----- LISTED RECORDS
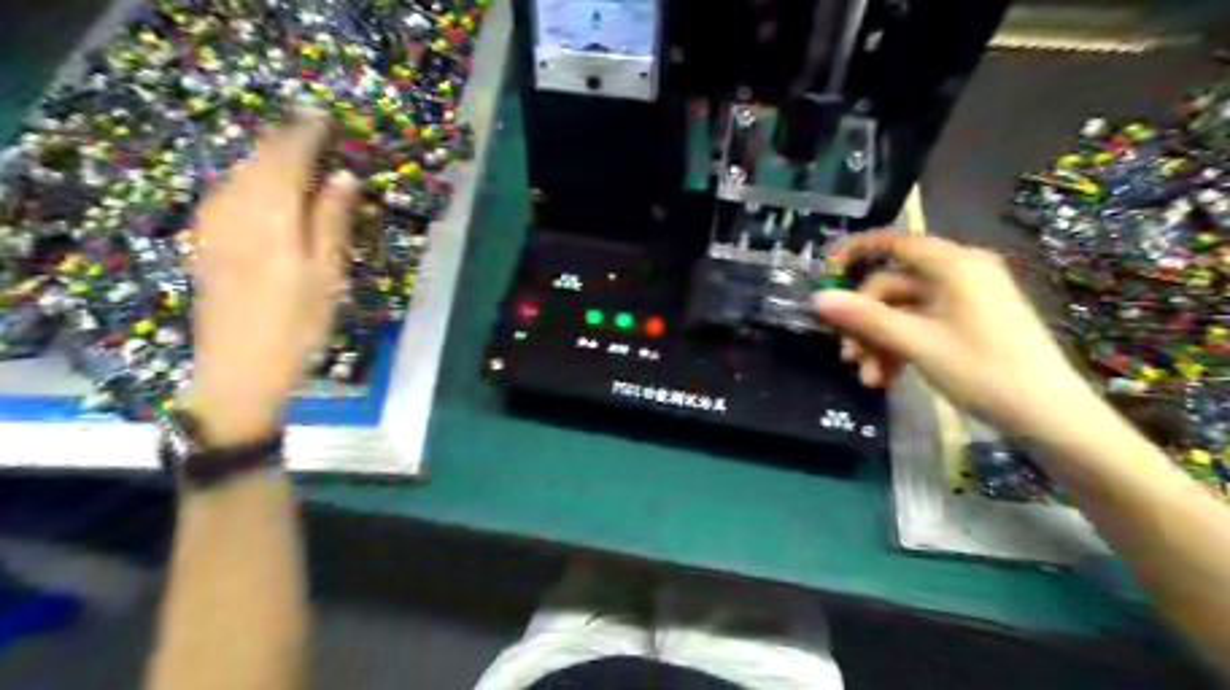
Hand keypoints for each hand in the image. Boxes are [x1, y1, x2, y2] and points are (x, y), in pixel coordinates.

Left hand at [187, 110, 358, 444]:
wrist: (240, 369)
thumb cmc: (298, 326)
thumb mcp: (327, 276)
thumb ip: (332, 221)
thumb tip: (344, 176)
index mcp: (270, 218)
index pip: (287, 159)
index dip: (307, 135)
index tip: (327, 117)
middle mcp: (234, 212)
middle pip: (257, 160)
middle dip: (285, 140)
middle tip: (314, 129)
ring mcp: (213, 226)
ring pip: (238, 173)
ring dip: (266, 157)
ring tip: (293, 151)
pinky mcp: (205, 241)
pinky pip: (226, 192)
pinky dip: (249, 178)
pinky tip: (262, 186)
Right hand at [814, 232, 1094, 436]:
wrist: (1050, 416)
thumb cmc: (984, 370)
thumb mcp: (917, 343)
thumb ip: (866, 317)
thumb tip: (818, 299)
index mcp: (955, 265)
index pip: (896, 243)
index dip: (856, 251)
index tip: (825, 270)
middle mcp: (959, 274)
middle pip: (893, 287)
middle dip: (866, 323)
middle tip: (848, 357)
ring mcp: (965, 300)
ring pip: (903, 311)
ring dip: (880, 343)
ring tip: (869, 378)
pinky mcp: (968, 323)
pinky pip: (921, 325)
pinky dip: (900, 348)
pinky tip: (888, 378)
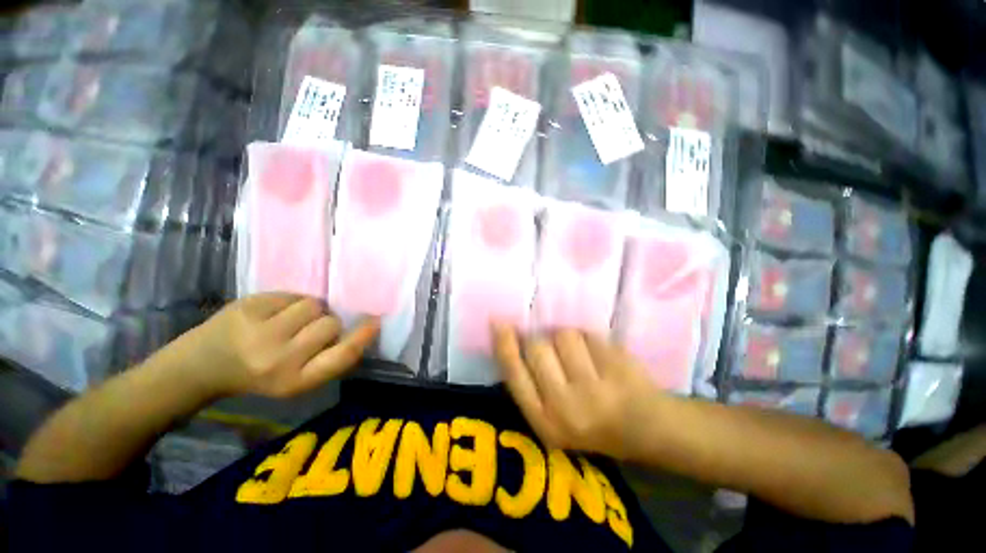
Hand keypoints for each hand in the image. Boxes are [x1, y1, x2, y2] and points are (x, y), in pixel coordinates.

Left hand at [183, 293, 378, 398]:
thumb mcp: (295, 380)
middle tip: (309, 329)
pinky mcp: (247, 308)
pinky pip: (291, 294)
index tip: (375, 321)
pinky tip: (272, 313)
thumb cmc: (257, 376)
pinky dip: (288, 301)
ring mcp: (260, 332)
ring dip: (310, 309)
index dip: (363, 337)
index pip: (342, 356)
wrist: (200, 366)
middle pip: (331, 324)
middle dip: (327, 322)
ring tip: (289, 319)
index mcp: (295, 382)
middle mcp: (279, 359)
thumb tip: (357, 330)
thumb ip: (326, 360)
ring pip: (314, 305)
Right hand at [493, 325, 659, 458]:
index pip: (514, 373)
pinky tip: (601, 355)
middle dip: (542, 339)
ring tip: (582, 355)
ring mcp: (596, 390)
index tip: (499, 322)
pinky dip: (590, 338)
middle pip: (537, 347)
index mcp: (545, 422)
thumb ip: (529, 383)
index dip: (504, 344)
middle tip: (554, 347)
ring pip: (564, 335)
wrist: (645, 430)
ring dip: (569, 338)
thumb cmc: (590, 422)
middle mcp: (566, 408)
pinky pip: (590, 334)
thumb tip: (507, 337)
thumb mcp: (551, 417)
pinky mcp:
----------
> [WORK INSTRUCTION] This exercise calls for a verbatim output of the entries, pictures omitted.

> [WRITTEN REPLY]
Hand keypoints for each hand in the image. Boxes are [x1, y1, x2, y2] and points are (x, y), in pixel coordinates.

Left hand at [187, 110, 358, 444]:
wrist: (240, 369)
thumb cmc: (298, 326)
thumb mcp: (327, 276)
thumb ip: (332, 221)
thumb tip: (344, 176)
index mcp: (270, 218)
index pip: (287, 159)
index dip: (307, 135)
index tip: (327, 117)
middle mcp: (234, 212)
middle pip: (257, 160)
middle dip: (285, 140)
middle tip: (314, 129)
ring mcp: (213, 226)
ring pip: (238, 173)
ring dip: (266, 157)
ring tip: (293, 151)
pinky mcp: (205, 241)
pinky pip: (226, 192)
pinky dip: (249, 178)
pinky tip: (262, 186)
Right hand at [814, 232, 1094, 436]:
wrist: (1050, 416)
thumb cmc: (984, 370)
thumb mcp: (917, 343)
thumb ip: (866, 317)
thumb tip: (818, 299)
index mcp: (955, 265)
index pip: (896, 243)
index dip: (856, 251)
index tip: (825, 270)
middle mcp: (959, 274)
middle pip: (893, 287)
middle dip: (866, 323)
middle tip: (848, 357)
ring mcp: (965, 300)
ring pip: (903, 311)
ring dip: (880, 343)
ring tip: (869, 378)
pinky mcp: (968, 323)
pinky pip: (921, 325)
pinky dip: (900, 348)
pinky tip: (888, 378)
Hand keypoints for each hand in the image. Boxes are [x1, y1, x2, y2] and points are (x, y), in pixel coordinates.

Left hand at [183, 293, 378, 398]:
thumb mcp: (295, 380)
middle tip: (309, 329)
pinky mcp: (247, 308)
pinky pip: (291, 294)
index tip: (375, 321)
pinky tip: (272, 313)
thumb cmc: (257, 376)
pinky dip: (288, 301)
ring mcp: (260, 332)
ring dip: (310, 309)
index dip: (363, 337)
index pip: (342, 356)
wrist: (200, 366)
middle pip: (331, 324)
middle dip: (327, 322)
ring tip: (289, 319)
index mcp: (295, 382)
middle mcp: (279, 359)
thumb tip: (357, 330)
thumb ip: (326, 360)
ring pip: (314, 305)
Right hand at [493, 325, 659, 458]:
index pip: (514, 373)
pinky tip: (601, 355)
middle dip: (542, 339)
ring tip: (582, 355)
ring mcp: (596, 390)
index tip: (499, 322)
pinky dip: (590, 338)
middle pip: (537, 347)
index mcp: (545, 422)
thumb ip: (529, 383)
index dip: (504, 344)
middle tip: (554, 347)
ring pip: (564, 335)
wrist: (645, 430)
ring dip: (569, 338)
thumb cmc: (590, 422)
middle mcp: (566, 408)
pinky pip: (590, 334)
thumb tip: (507, 337)
thumb mcp: (551, 417)
pinky mcp:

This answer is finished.